High-brilliance X-ray sources for improved resolution, reduced exposure
In conventional X-ray systems, a hot semiconductor filament acting as a cathode emits electrons when heated to high temperatures (the thermionic effect). High voltage accelerates the electrons, generating the X-ray radiation. Thermionic cathodes emit a continuous stream of electrons with no possibility of pulsed mode operation. In addition, the random source of electrons has limited brilliance. Scientists initiated the EU-funded project 'Advanced X-ray source based on field-emitting carbon nanotube cold cathode' (AXIS) to significantly enhance X-ray technology and, simultaneously, the competitiveness of EU’s small and medium-sized enterprises (SMEs).

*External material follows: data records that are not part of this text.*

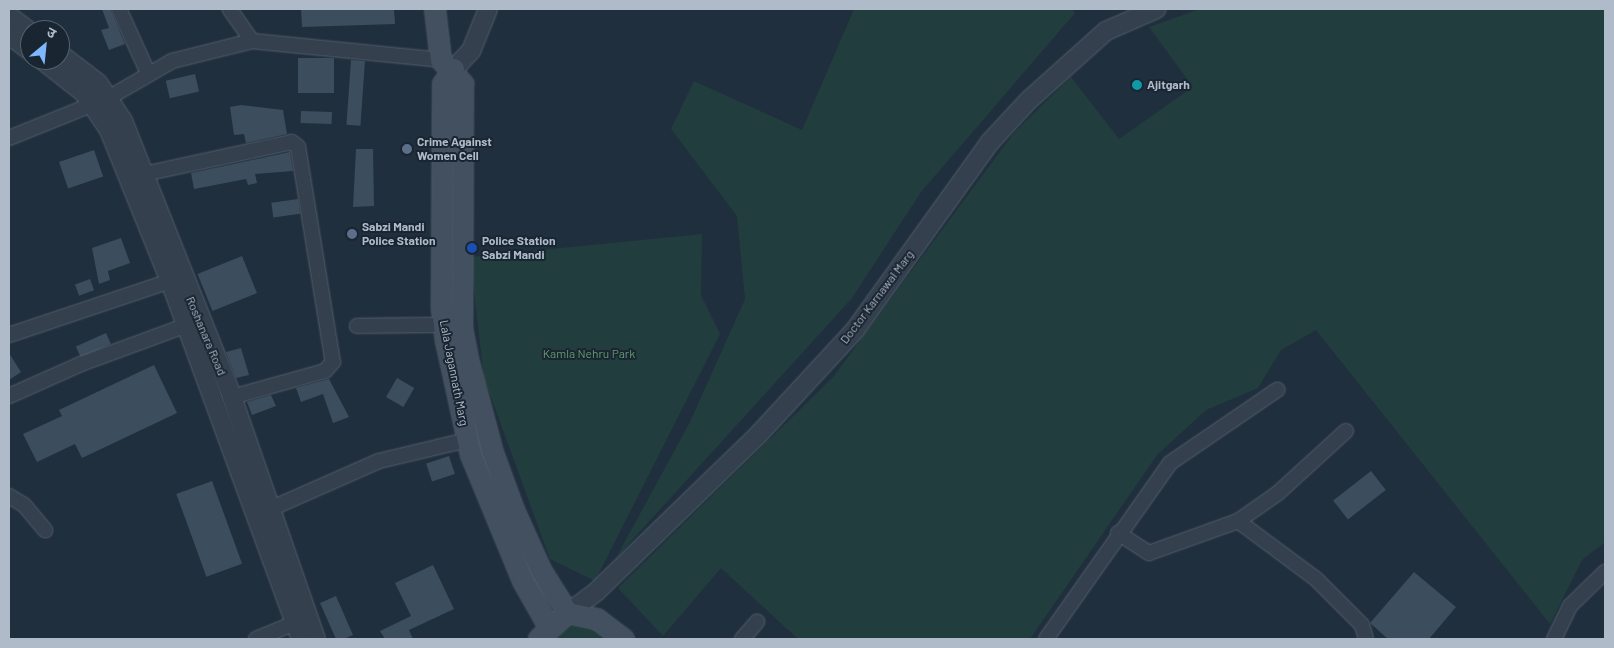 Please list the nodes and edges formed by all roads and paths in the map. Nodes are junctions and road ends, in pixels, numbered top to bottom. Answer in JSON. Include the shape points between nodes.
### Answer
{"nodes":[{"id":1,"x":119,"y":9,"type":"edge"},
{"id":2,"x":230,"y":9,"type":"edge"},
{"id":3,"x":435,"y":9,"type":"edge"},
{"id":4,"x":488,"y":9,"type":"edge"},
{"id":5,"x":1156,"y":9,"type":"edge"},
{"id":6,"x":9,"y":16,"type":"edge"},
{"id":7,"x":20,"y":24,"type":"edge"},
{"id":8,"x":9,"y":35,"type":"edge"},
{"id":9,"x":252,"y":41,"type":"junction"},
{"id":10,"x":20,"y":43,"type":"edge"},
{"id":11,"x":70,"y":63,"type":"edge"},
{"id":12,"x":447,"y":65,"type":"junction"},
{"id":13,"x":54,"y":70,"type":"edge"},
{"id":14,"x":148,"y":73,"type":"junction"},
{"id":15,"x":110,"y":97,"type":"junction"},
{"id":16,"x":93,"y":104,"type":"junction"},
{"id":17,"x":9,"y":138,"type":"edge"},
{"id":18,"x":144,"y":174,"type":"junction"},
{"id":19,"x":176,"y":279,"type":"junction"},
{"id":20,"x":187,"y":326,"type":"junction"},
{"id":21,"x":357,"y":326,"type":"dead end"},
{"id":22,"x":451,"y":334,"type":"junction"},
{"id":23,"x":9,"y":335,"type":"edge"},
{"id":24,"x":1277,"y":390,"type":"dead end"},
{"id":25,"x":9,"y":396,"type":"edge"},
{"id":26,"x":232,"y":397,"type":"junction"},
{"id":27,"x":1346,"y":431,"type":"dead end"},
{"id":28,"x":467,"y":440,"type":"junction"},
{"id":29,"x":9,"y":496,"type":"edge"},
{"id":30,"x":270,"y":509,"type":"junction"},
{"id":31,"x":1238,"y":521,"type":"junction"},
{"id":32,"x":45,"y":530,"type":"dead end"},
{"id":33,"x":1118,"y":533,"type":"junction"},
{"id":34,"x":1605,"y":572,"type":"edge"},
{"id":35,"x":597,"y":591,"type":"junction"},
{"id":36,"x":568,"y":613,"type":"junction"},
{"id":37,"x":596,"y":619,"type":"junction"},
{"id":38,"x":757,"y":622,"type":"dead end"},
{"id":39,"x":298,"y":631,"type":"edge"},
{"id":40,"x":545,"y":634,"type":"edge"},
{"id":41,"x":256,"y":639,"type":"edge"},
{"id":42,"x":316,"y":639,"type":"edge"},
{"id":43,"x":624,"y":639,"type":"edge"},
{"id":44,"x":742,"y":639,"type":"edge"},
{"id":45,"x":1046,"y":639,"type":"edge"},
{"id":46,"x":1366,"y":639,"type":"edge"},
{"id":47,"x":1554,"y":639,"type":"edge"}],
"edges":[{"from":1,"to":14,"type":"street"},
{"from":2,"to":9,"type":"street"},
{"from":3,"to":12,"type":"main road"},
{"from":4,"to":12,"type":"street","via":[[471,51]]},
{"from":5,"to":35,"type":"street","name":"Doctor Karnawal Marg","via":[[1106,30],[1030,100],[990,142],[855,330],[758,435]]},
{"from":6,"to":7,"type":"street"},
{"from":8,"to":10,"type":"street"},
{"from":9,"to":12,"type":"street"},
{"from":9,"to":14,"type":"street","via":[[197,53]]},
{"from":11,"to":15,"type":"street","name":"Roshanara Road"},
{"from":12,"to":22,"type":"main road","name":"Lala Jagannath Marg","via":[[443,84]]},
{"from":13,"to":16,"type":"street","name":"Roshanara Road"},
{"from":14,"to":15,"type":"street"},
{"from":15,"to":18,"type":"street","name":"Roshanara Road"},
{"from":16,"to":17,"type":"street"},
{"from":16,"to":19,"type":"street","name":"Roshanara Road"},
{"from":18,"to":19,"type":"street","name":"Roshanara Road"},
{"from":18,"to":26,"type":"street","via":[[292,142],[298,147],[333,362],[325,371]]},
{"from":19,"to":20,"type":"street","name":"Roshanara Road"},
{"from":19,"to":23,"type":"street"},
{"from":19,"to":26,"type":"street","name":"Roshanara Road"},
{"from":20,"to":25,"type":"street","via":[[80,364]]},
{"from":20,"to":39,"type":"street","name":"Roshanara Road"},
{"from":21,"to":22,"type":"street"},
{"from":22,"to":28,"type":"main road","name":"Lala Jagannath Marg"},
{"from":22,"to":36,"type":"main road","name":"Lala Jagannath Marg","via":[[514,510],[541,570]]},
{"from":24,"to":33,"type":"street","via":[[1184,450]]},
{"from":26,"to":30,"type":"street","name":"Roshanara Road"},
{"from":27,"to":31,"type":"street","via":[[1278,493]]},
{"from":28,"to":30,"type":"street","via":[[380,461]]},
{"from":28,"to":40,"type":"main road","name":"Lala Jagannath Marg","via":[[492,511]]},
{"from":29,"to":32,"type":"street","via":[[24,505]]},
{"from":30,"to":42,"type":"street","name":"Roshanara Road"},
{"from":31,"to":33,"type":"street","via":[[1149,553]]},
{"from":31,"to":46,"type":"street","via":[[1316,579],[1362,625]]},
{"from":33,"to":45,"type":"street"},
{"from":34,"to":47,"type":"street","via":[[1570,606]]},
{"from":35,"to":36,"type":"street","name":"Doctor Karnawal Marg"},
{"from":35,"to":37,"type":"street"},
{"from":36,"to":37,"type":"main road"},
{"from":36,"to":40,"type":"main road"},
{"from":37,"to":43,"type":"main road"},
{"from":38,"to":44,"type":"street"},
{"from":39,"to":41,"type":"street"}]}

Field or 'cold' emission is the emission of electrons subjected to a large electric field as a result of the quantum–mechanical tunnel effect. Despite its potential to overcome limitations in thermionic emission, its application has been challenging due to a lack of high-performance electron field emitters. The scene is changing with promising field emission carbon nanotubes (CNTs). CNT brilliance is an order of magnitude higher than any other electron sources and CNTs can operate in both continuous and pulsed mode. Higher brilliance enables higher resolution or reduced exposure time. Pulsed mode operation makes synchronisation with biological events such as heart rate or respiration possible. Finally, the systems are smaller and consume less power, making powerful X-ray sources for portable applications a realistic possibility.

CNTs have been employed successfully, although only in random configurations without control over CNT size or orientation. AXIS scientists achieved unprecedented control of emitting properties through the fabrication of electron sources based on well-aligned arrays of CNTs. They then developed a CNT-based electron or e-gun, a system combining the CNT cathode with optics to focus the electron beam. The technology led to fabrication of two different X-ray systems, a tomographic one for biomedical applications and another for material metrology.

Advanced X-ray sources based on organised arrays of field emission CNTs have been fabricated within the scope of the AXIS project. Engineering optimisation is expected to lead to unsurpassed brilliance in both pulsed and continuous modes of operation. Commercialisation will put high-power portable X-ray technology where it needs to be for industrial, medical, environmental and even cultural heritage analyses.